Watch The Guardian's Simon Rogers for more Big Data insights.
Presentation
Another data-driven change in 2013 will be drop and drag software
that lets journalists combine text, imagery, video, audio,
infographics, hot spots, apps and buttons into a single story package which can be quickly
embedded into a news site. And which consumers can navigate when, how and in the detail they need from a story.
A software package called Storyplanet plans a public launch this year. Reporters and photographers can use its grid-like architecture to build interactive and visually captivating packets of content for a quick upload to their websites. Read more....
So expect journalists to tell their stories using even more multimedia than they do now. And don't be surprised if the the new presentation tools create more demands on us to offer up more than documents and someone to interview.
3 comments:
Surprised most PRs don't know this yet, given News Ltd employed at least one data journo in early 2012 and the ABC has had them for a while, too.

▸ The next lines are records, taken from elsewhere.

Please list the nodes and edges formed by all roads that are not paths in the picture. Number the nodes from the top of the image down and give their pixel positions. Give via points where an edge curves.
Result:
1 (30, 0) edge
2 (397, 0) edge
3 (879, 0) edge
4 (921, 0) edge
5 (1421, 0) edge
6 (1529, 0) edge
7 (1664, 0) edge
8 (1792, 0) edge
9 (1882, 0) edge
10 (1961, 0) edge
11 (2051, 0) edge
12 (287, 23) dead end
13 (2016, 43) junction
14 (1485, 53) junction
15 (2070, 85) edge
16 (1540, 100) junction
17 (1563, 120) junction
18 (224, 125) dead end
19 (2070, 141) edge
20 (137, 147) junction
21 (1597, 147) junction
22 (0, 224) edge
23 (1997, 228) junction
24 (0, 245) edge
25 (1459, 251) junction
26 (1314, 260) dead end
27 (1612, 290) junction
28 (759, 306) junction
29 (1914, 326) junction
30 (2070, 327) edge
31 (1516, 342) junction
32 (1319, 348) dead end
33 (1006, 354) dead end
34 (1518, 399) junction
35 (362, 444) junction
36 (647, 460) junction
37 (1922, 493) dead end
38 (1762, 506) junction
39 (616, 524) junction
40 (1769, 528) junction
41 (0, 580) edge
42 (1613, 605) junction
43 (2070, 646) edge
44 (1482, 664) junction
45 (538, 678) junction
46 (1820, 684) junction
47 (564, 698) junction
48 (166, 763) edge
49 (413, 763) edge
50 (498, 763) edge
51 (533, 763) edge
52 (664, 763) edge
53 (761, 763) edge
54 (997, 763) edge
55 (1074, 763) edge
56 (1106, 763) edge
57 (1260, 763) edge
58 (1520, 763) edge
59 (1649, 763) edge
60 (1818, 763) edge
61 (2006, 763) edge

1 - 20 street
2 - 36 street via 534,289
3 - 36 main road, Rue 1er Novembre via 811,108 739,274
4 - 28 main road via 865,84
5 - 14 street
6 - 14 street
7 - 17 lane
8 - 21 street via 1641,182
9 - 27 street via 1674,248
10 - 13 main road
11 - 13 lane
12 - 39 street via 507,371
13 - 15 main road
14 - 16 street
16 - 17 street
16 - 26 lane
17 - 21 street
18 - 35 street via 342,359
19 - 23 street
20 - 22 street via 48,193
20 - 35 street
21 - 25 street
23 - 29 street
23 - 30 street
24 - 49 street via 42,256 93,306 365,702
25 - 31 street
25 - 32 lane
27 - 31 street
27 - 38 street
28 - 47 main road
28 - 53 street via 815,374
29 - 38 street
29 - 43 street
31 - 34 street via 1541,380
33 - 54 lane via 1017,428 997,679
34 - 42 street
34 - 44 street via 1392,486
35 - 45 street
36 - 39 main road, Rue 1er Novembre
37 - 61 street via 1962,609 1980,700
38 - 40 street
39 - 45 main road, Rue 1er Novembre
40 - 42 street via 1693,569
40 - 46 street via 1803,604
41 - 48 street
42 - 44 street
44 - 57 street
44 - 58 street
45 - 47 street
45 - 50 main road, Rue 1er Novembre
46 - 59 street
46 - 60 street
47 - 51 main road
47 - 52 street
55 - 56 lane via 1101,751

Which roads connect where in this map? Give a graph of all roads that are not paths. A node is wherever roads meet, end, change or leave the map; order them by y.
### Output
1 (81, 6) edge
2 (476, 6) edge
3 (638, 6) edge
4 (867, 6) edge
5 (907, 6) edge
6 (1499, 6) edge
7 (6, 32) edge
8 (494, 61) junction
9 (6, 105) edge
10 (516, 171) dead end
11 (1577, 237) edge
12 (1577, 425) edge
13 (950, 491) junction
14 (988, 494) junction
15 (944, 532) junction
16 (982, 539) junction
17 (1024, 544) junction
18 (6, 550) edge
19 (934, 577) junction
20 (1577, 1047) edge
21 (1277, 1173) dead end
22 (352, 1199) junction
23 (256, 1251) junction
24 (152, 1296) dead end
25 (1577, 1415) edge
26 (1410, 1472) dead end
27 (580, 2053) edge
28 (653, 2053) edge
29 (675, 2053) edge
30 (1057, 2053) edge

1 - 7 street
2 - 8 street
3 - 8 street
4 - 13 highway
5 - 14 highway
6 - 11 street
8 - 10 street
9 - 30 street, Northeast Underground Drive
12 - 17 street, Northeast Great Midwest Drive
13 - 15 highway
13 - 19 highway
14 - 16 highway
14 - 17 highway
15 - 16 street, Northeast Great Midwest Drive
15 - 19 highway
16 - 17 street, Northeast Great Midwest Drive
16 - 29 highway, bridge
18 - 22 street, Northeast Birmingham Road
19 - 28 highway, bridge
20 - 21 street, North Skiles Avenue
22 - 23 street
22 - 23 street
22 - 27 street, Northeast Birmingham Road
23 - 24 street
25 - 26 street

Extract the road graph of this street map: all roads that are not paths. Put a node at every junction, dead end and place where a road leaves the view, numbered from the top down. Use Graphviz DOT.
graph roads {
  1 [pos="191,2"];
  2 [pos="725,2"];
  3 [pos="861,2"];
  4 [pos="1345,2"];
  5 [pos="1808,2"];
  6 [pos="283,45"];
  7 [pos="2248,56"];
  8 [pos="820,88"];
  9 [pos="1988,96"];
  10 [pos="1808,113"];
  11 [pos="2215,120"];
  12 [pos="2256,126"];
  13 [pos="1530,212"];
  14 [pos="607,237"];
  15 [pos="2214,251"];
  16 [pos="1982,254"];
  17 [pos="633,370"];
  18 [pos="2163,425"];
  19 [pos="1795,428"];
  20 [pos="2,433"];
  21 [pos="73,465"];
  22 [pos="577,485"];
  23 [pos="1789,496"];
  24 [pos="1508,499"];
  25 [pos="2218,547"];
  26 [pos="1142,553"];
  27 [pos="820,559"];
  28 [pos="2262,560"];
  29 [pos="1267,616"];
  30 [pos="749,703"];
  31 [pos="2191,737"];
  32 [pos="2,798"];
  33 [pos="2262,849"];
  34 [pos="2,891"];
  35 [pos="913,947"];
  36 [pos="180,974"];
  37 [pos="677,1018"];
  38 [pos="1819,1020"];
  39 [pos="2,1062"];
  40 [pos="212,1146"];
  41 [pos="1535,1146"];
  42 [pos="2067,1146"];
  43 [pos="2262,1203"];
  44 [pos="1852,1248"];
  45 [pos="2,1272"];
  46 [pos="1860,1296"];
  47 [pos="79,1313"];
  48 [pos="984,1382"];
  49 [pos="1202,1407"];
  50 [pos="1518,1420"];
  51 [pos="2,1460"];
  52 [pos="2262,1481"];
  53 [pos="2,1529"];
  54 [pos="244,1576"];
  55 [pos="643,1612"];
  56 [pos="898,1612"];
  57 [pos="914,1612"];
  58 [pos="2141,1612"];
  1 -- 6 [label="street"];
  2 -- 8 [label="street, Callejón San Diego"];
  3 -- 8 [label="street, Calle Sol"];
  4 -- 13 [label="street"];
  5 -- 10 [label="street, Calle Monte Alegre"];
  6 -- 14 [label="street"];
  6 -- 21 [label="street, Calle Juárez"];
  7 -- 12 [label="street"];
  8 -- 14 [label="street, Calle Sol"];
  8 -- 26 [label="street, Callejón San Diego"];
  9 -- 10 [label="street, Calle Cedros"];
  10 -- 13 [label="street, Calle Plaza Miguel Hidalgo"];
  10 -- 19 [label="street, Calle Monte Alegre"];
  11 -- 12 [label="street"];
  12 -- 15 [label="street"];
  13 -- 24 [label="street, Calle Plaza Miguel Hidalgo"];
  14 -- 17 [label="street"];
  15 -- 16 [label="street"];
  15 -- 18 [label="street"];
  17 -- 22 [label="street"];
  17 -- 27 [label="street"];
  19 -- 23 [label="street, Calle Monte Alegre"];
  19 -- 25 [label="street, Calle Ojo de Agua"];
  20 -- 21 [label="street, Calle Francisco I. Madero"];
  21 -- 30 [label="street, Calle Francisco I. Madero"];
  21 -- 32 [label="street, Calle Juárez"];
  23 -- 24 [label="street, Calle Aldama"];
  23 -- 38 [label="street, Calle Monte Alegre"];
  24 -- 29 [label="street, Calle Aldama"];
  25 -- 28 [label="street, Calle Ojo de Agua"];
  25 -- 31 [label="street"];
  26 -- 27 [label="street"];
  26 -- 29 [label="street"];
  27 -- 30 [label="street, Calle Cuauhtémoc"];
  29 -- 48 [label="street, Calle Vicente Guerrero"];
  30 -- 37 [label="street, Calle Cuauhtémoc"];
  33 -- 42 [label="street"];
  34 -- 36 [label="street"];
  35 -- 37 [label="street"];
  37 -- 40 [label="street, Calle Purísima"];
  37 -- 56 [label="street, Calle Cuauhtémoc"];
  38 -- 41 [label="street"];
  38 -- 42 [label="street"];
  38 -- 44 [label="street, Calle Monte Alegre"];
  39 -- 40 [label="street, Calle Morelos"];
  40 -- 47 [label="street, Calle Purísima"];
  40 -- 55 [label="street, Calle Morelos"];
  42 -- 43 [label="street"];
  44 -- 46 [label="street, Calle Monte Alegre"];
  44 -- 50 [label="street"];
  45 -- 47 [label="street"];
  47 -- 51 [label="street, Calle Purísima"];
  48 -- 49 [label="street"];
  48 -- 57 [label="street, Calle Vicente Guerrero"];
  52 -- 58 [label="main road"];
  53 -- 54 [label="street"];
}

Thanks very much for your comment. While most PRs may know about Big Data journalism, some do not realise its impact or burgeoning extent. In a recent media workshop some government communicators knew that inquiries from journalists are becoming more sophisticated but did not link this to data mining. And you're right:the ABC has been doing this for some time. In fact last year the ABC entered one of 49 entries in the inaugural Big Data Journalism awards.